**Exercise instructions:** Look through the lines below and copy each one that includes "Радистов".

Stored data
- - -
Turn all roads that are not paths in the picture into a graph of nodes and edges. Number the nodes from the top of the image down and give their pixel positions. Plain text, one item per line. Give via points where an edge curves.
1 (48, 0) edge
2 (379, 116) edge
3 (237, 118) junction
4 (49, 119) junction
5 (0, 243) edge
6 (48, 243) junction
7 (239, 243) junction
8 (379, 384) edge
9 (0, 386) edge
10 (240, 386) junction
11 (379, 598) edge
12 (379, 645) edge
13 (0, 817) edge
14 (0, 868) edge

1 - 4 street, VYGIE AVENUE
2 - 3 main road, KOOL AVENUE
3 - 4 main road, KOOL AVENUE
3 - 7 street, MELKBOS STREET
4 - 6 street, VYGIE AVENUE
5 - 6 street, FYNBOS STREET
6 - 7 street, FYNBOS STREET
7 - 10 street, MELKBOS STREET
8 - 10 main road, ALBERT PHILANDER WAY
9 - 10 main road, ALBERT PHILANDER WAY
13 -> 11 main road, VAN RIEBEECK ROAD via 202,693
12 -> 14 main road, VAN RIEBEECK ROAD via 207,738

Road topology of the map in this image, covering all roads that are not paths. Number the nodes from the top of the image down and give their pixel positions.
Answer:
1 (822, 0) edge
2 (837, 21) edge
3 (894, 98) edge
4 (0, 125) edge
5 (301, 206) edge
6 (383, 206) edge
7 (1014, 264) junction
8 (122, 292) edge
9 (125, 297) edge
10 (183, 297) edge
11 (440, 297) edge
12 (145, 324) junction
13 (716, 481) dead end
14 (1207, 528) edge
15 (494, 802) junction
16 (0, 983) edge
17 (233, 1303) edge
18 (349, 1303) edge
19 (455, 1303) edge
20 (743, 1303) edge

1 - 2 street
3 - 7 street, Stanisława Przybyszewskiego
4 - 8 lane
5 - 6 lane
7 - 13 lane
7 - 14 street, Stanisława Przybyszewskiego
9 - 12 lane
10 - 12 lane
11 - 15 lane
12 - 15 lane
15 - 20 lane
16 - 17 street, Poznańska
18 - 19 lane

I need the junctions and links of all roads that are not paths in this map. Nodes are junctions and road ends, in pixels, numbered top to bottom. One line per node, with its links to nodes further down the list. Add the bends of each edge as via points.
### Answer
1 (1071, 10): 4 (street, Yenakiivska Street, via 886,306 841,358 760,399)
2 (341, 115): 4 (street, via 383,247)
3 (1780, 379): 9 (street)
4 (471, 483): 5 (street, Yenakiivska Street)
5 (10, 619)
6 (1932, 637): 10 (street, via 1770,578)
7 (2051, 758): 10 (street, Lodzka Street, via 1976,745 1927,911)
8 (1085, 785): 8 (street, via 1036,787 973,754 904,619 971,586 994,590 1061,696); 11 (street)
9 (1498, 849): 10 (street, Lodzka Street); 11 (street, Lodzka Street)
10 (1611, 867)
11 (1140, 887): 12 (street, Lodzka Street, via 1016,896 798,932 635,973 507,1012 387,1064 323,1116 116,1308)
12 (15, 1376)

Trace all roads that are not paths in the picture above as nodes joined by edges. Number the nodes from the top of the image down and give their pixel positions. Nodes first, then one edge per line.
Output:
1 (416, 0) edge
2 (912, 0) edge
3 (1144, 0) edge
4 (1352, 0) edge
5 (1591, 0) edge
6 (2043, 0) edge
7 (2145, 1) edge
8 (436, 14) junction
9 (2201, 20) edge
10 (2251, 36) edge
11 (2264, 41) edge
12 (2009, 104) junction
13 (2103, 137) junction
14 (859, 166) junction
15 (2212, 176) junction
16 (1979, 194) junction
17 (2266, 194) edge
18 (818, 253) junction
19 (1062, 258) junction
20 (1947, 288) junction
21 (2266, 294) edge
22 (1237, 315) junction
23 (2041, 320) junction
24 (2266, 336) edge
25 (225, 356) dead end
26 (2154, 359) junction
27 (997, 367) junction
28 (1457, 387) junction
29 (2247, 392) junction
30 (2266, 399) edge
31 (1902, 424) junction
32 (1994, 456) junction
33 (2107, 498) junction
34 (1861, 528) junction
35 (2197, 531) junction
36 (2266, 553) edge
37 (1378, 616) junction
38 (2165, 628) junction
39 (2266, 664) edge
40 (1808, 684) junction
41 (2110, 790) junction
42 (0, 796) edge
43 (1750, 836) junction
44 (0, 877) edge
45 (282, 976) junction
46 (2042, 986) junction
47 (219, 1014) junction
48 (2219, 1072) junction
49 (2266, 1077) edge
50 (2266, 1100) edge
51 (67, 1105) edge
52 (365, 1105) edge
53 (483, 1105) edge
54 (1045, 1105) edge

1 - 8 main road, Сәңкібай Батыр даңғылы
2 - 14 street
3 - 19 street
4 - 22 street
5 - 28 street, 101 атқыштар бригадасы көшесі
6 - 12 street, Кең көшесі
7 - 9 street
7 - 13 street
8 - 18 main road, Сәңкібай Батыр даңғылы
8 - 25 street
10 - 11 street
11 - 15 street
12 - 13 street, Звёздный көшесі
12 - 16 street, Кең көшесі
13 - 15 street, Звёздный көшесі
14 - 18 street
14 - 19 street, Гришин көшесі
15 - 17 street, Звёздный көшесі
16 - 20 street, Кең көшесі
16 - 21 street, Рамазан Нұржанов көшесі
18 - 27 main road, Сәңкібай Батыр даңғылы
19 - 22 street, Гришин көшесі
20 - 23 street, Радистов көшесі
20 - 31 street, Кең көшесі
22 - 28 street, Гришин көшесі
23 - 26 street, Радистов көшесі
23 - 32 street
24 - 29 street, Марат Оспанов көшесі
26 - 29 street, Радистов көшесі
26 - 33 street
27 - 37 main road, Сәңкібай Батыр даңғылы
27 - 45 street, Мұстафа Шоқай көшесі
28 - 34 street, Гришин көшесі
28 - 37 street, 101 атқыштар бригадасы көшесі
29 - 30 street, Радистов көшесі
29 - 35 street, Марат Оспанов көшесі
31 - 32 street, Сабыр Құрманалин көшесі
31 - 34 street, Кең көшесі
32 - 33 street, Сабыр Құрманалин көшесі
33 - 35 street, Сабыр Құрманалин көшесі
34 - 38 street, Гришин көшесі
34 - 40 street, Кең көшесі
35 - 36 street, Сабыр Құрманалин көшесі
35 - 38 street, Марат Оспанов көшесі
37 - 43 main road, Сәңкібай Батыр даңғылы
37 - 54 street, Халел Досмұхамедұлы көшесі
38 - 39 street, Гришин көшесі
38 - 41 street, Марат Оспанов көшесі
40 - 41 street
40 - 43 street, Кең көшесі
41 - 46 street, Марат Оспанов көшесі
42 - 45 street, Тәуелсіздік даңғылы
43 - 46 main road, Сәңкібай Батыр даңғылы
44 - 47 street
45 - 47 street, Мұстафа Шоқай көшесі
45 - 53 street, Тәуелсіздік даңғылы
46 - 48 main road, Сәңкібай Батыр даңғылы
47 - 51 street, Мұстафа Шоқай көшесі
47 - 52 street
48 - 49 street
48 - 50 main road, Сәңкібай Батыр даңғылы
- - -
**Answer:**
20 - 23 street, Радистов көшесі
23 - 26 street, Радистов көшесі
26 - 29 street, Радистов көшесі
29 - 30 street, Радистов көшесі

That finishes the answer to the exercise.